The extra "barrier" approach was too much code whose sole purpose
was to work around a race that is not even ours (i.e. in LSan's
teardown code).

In preparation for queuing a solution taking a much-less-invasive
approach, let's revert them.
---
 Makefile             |  7 -------
 builtin/grep.c       |  8 --------
 builtin/index-pack.c |  6 ------
 ci/lib.sh            |  1 -
 thread-utils.h       | 17 -----------------
 5 files changed, 39 deletions(-)

diff --git a/Makefile b/Makefile
index 2c6dad8a7513be..97e8385b6643b9 100644
--- a/Makefile
+++ b/Makefile
@@ -141,10 +141,6 @@ include shared.mak
 #
 # Define NO_PTHREADS if you do not have or do not want to use Pthreads.
 #
-# Define THREAD_BARRIER_PTHREAD if your system has pthread_barrier_t. Barrier
-# support is optional and is only helpful when building with SANITIZE=leak, as
-# it is used to eliminate some races in the leak-checker.
-#
 # Define NO_PREAD if you have a problem with pread() system call (e.g.

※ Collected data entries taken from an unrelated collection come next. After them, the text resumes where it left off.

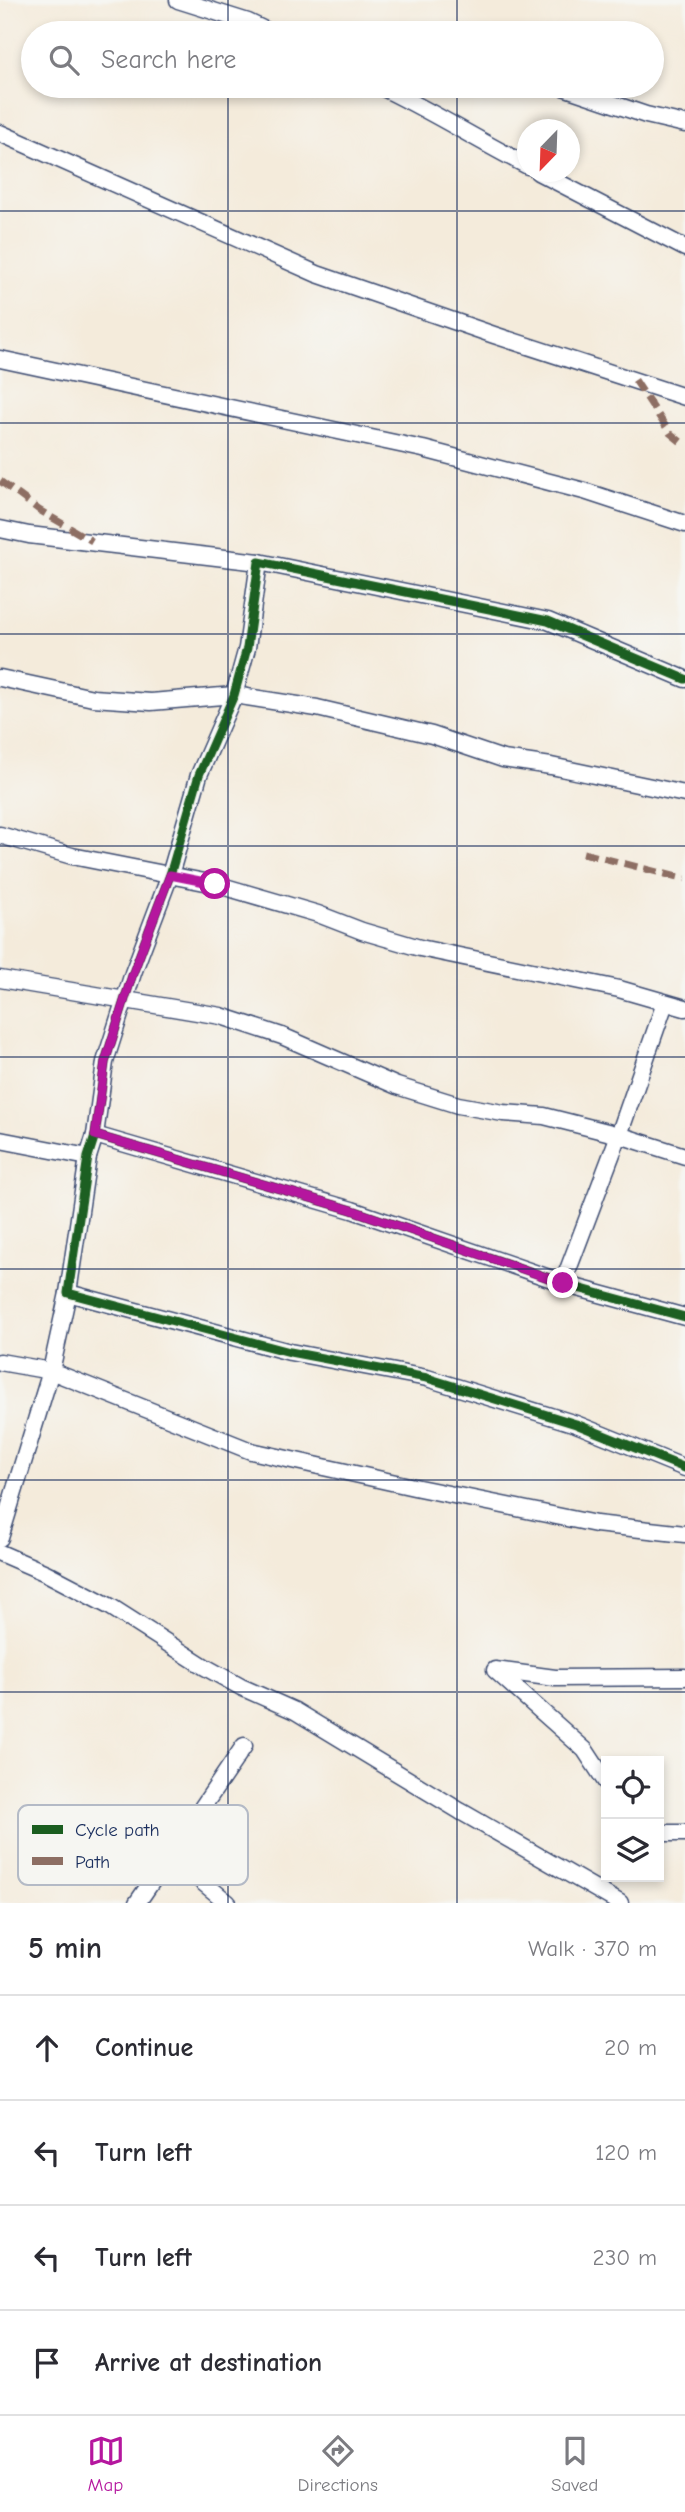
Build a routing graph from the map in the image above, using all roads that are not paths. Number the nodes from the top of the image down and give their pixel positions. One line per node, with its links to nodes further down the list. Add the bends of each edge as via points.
1 (178, 0): 2 (street)
2 (245, 21)
3 (404, 98): 7 (street)
4 (596, 98): 5 (street)
5 (685, 124)
6 (0, 133): 11 (street, via 317,274)
7 (517, 161)
8 (557, 182): 9 (street)
9 (685, 248)
10 (0, 359): 12 (street, via 423,449 584,491)
11 (685, 397)
12 (685, 524)
13 (0, 529): 14 (street)
14 (259, 562): 16 (street, via 548,621); 17 (street, via 247,648)
15 (0, 678): 17 (street, via 104,699 151,702)
16 (685, 679)
17 (234, 695): 18 (street, via 317,708 432,735 503,759); 20 (street, via 199,775)
18 (685, 794)
19 (0, 835): 20 (street, via 72,856)
20 (170, 875): 22 (street); 23 (street, via 318,914 420,948 619,989)
21 (0, 979): 22 (street)
22 (124, 1000): 25 (street, via 105,1062); 26 (street, via 221,1016 282,1036 397,1086 458,1105 544,1116)
23 (665, 1003): 24 (street); 26 (street)
24 (685, 1009)
25 (95, 1135): 29 (street); 30 (street, via 352,1210)
26 (619, 1135): 28 (street); 30 (street)
27 (0, 1140): 29 (street)
28 (685, 1156)
29 (88, 1157): 31 (street)
30 (563, 1283): 32 (street)
31 (68, 1293): 34 (street); 35 (street, via 290,1352 426,1378 576,1424)
32 (685, 1317)
33 (0, 1362): 34 (street)
34 (51, 1371): 36 (street, via 251,1451 596,1524); 37 (street)
35 (685, 1468)
36 (685, 1534)
37 (0, 1538)
38 (0, 1553): 49 (street, via 100,1601 205,1667 295,1711)
39 (685, 1677): 41 (street, via 555,1678 495,1670 584,1750)
40 (244, 1746): 42 (street)
41 (601, 1775)
42 (204, 1805)
43 (664, 1833): 44 (street)
44 (685, 1833)
45 (149, 1885): 47 (street)
46 (206, 1885): 48 (street)
47 (137, 1903)
48 (228, 1903)
49 (620, 1903)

 # cygwin1.dll before v1.5.22).
 #
@@ -2083,9 +2079,6 @@ ifdef NO_PTHREADS
 else
 	BASIC_CFLAGS += $(PTHREAD_CFLAGS)
 	EXTLIBS += $(PTHREAD_LIBS)
-	ifdef THREAD_BARRIER_PTHREAD
-		BASIC_CFLAGS += -DTHREAD_BARRIER_PTHREAD
-	endif
 endif
 
 ifdef HAVE_PATHS_H
diff --git a/builtin/grep.c b/builtin/grep.c
index 61b2c27490980b..d00ee76f24cfde 100644
--- a/builtin/grep.c
+++ b/builtin/grep.c
@@ -101,9 +101,6 @@ static pthread_cond_t cond_write;
 /* Signalled when we are finished with everything. */
 static pthread_cond_t cond_result;
 
-/* Synchronize the start of all threads */
-static maybe_thread_barrier_t start_barrier;
-
 static int skip_first_line;
 
 static void add_work(struct grep_opt *opt, struct grep_source *gs)

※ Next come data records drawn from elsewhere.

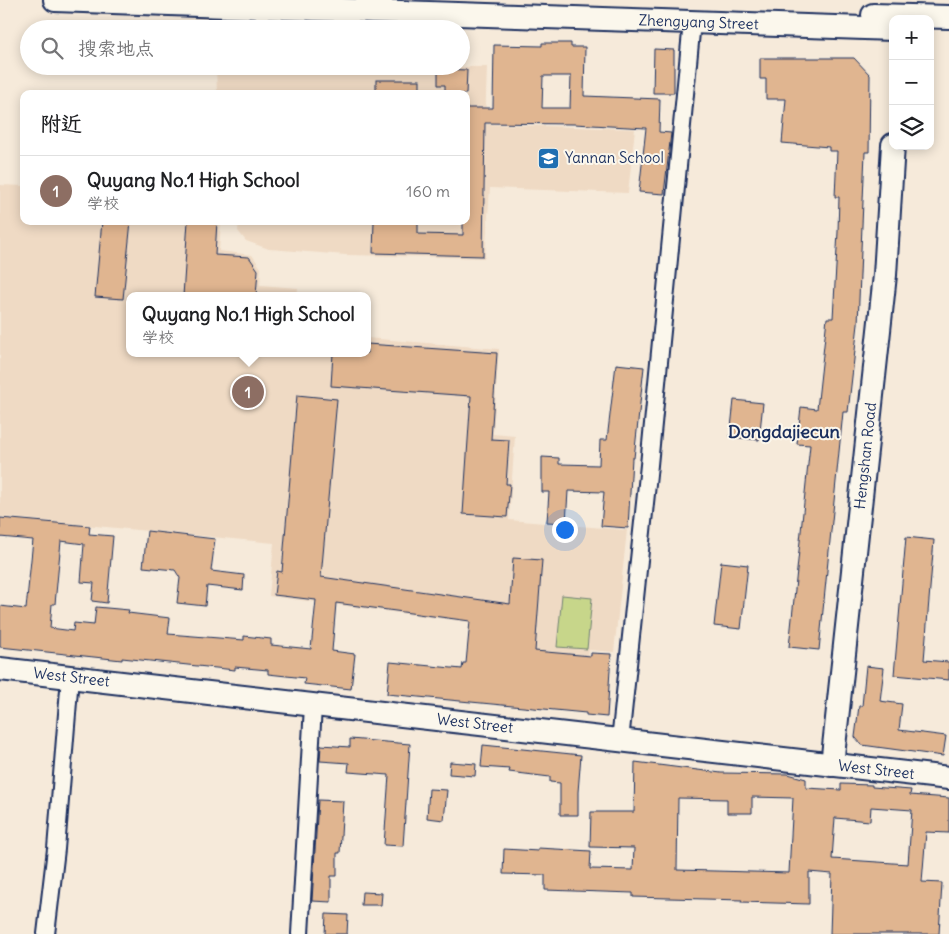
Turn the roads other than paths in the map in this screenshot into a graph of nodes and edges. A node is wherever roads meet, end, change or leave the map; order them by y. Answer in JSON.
{"nodes":[{"id":1,"x":55,"y":0,"type":"edge"},
{"id":2,"x":444,"y":0,"type":"edge"},
{"id":3,"x":887,"y":15,"type":"edge"},
{"id":4,"x":949,"y":17,"type":"edge"},
{"id":5,"x":692,"y":22,"type":"junction"},
{"id":6,"x":934,"y":30,"type":"edge"},
{"id":7,"x":949,"y":30,"type":"edge"},
{"id":8,"x":893,"y":150,"type":"edge"},
{"id":9,"x":0,"y":670,"type":"edge"},
{"id":10,"x":70,"y":678,"type":"junction"},
{"id":11,"x":313,"y":706,"type":"junction"},
{"id":12,"x":620,"y":741,"type":"junction"},
{"id":13,"x":832,"y":765,"type":"junction"},
{"id":14,"x":949,"y":778,"type":"edge"},
{"id":15,"x":46,"y":934,"type":"edge"},
{"id":16,"x":300,"y":934,"type":"edge"}],
"edges":[{"from":1,"to":5,"type":"street","name":"Zhengyang Street"},
{"from":2,"to":3,"type":"street","name":"Zhengyang Street"},
{"from":3,"to":4,"type":"street","name":"Zhengyang Street"},
{"from":3,"to":5,"type":"street","name":"Zhengyang Street"},
{"from":5,"to":12,"type":"street"},
{"from":6,"to":7,"type":"street"},
{"from":8,"to":13,"type":"street","name":"Hengshan Road"},
{"from":9,"to":10,"type":"street","name":"West Street"},
{"from":10,"to":11,"type":"street","name":"West Street"},
{"from":10,"to":15,"type":"street"},
{"from":11,"to":12,"type":"street","name":"West Street"},
{"from":11,"to":16,"type":"street"},
{"from":12,"to":13,"type":"street","name":"West Street"},
{"from":13,"to":14,"type":"street","name":"West Street"}]}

@@ -201,8 +198,6 @@ static void *run(void *arg)
 	int hit = 0;
 	struct grep_opt *opt = arg;
 
-	maybe_thread_barrier_wait(&start_barrier);
-
 	while (1) {
 		struct work_item *w = get_work();
 		if (!w)
@@ -234,7 +229,6 @@ static void start_threads(struct grep_opt *opt)
 	pthread_cond_init(&cond_add, NULL);
 	pthread_cond_init(&cond_write, NULL);
 	pthread_cond_init(&cond_result, NULL);
-	maybe_thread_barrier_init(&start_barrier, NULL, num_threads + 1);
 	grep_use_locks = 1;
 	enable_obj_read_lock();
 
@@ -254,7 +248,6 @@ static void start_threads(struct grep_opt *opt)

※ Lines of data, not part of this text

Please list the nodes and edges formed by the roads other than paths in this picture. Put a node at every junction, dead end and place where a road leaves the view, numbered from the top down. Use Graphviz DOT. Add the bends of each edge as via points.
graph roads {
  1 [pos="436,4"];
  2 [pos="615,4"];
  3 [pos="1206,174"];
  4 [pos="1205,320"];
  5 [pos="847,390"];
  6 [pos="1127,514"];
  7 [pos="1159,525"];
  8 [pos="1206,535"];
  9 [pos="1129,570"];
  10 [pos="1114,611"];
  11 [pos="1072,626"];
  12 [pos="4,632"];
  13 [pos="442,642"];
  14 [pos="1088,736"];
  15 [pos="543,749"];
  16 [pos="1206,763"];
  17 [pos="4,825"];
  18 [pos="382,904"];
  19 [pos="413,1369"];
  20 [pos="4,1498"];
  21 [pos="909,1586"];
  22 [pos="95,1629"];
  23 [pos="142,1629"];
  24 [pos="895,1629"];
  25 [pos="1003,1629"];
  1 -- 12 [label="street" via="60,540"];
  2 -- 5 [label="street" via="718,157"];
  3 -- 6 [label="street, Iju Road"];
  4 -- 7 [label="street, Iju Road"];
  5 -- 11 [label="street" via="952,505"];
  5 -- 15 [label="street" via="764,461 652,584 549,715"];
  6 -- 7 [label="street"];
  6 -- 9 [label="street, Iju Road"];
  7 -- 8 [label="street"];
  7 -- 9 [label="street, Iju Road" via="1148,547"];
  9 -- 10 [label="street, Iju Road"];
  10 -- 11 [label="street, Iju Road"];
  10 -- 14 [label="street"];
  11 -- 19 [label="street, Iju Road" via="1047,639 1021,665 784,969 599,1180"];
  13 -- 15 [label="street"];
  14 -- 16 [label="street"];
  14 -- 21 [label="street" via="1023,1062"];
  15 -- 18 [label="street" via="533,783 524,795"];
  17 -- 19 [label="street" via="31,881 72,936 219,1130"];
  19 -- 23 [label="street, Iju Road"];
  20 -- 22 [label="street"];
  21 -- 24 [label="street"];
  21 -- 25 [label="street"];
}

 			die(_("grep: failed to create thread: %s"),
 			    strerror(err));
 	}
-	maybe_thread_barrier_wait(&start_barrier);
 }
 
 static int wait_all(void)
@@ -291,7 +284,6 @@ static int wait_all(void)
 	pthread_cond_destroy(&cond_add);
 	pthread_cond_destroy(&cond_write);
 	pthread_cond_destroy(&cond_result);
-	maybe_thread_barrier_destroy(&start_barrier);
 	grep_use_locks = 0;
 	disable_obj_read_lock();
 
diff --git a/builtin/index-pack.c b/builtin/index-pack.c
index 27b120f26c7a68..0b62b2589f10f9 100644
--- a/builtin/index-pack.c
+++ b/builtin/index-pack.c
@@ -185,8 +185,6 @@ static pthread_mutex_t deepest_delta_mutex;
 
 static pthread_key_t key;
 
-static maybe_thread_barrier_t start_barrier;
-
 static inline void lock_mutex(pthread_mutex_t *mutex)
 {
 	if (threads_active)
@@ -211,7 +209,6 @@ static void init_thread(void)
 	if (show_stat)
 		pthread_mutex_init(&deepest_delta_mutex, NULL);
 	pthread_key_create(&key, NULL);
-	maybe_thread_barrier_init(&start_barrier, NULL, nr_threads);
 	CALLOC_ARRAY(thread_data, nr_threads);
 	for (i = 0; i < nr_threads; i++) {
 		thread_data[i].pack_fd = xopen(curr_pack, O_RDONLY);
@@ -234,7 +231,6 @@ static void cleanup_thread(void)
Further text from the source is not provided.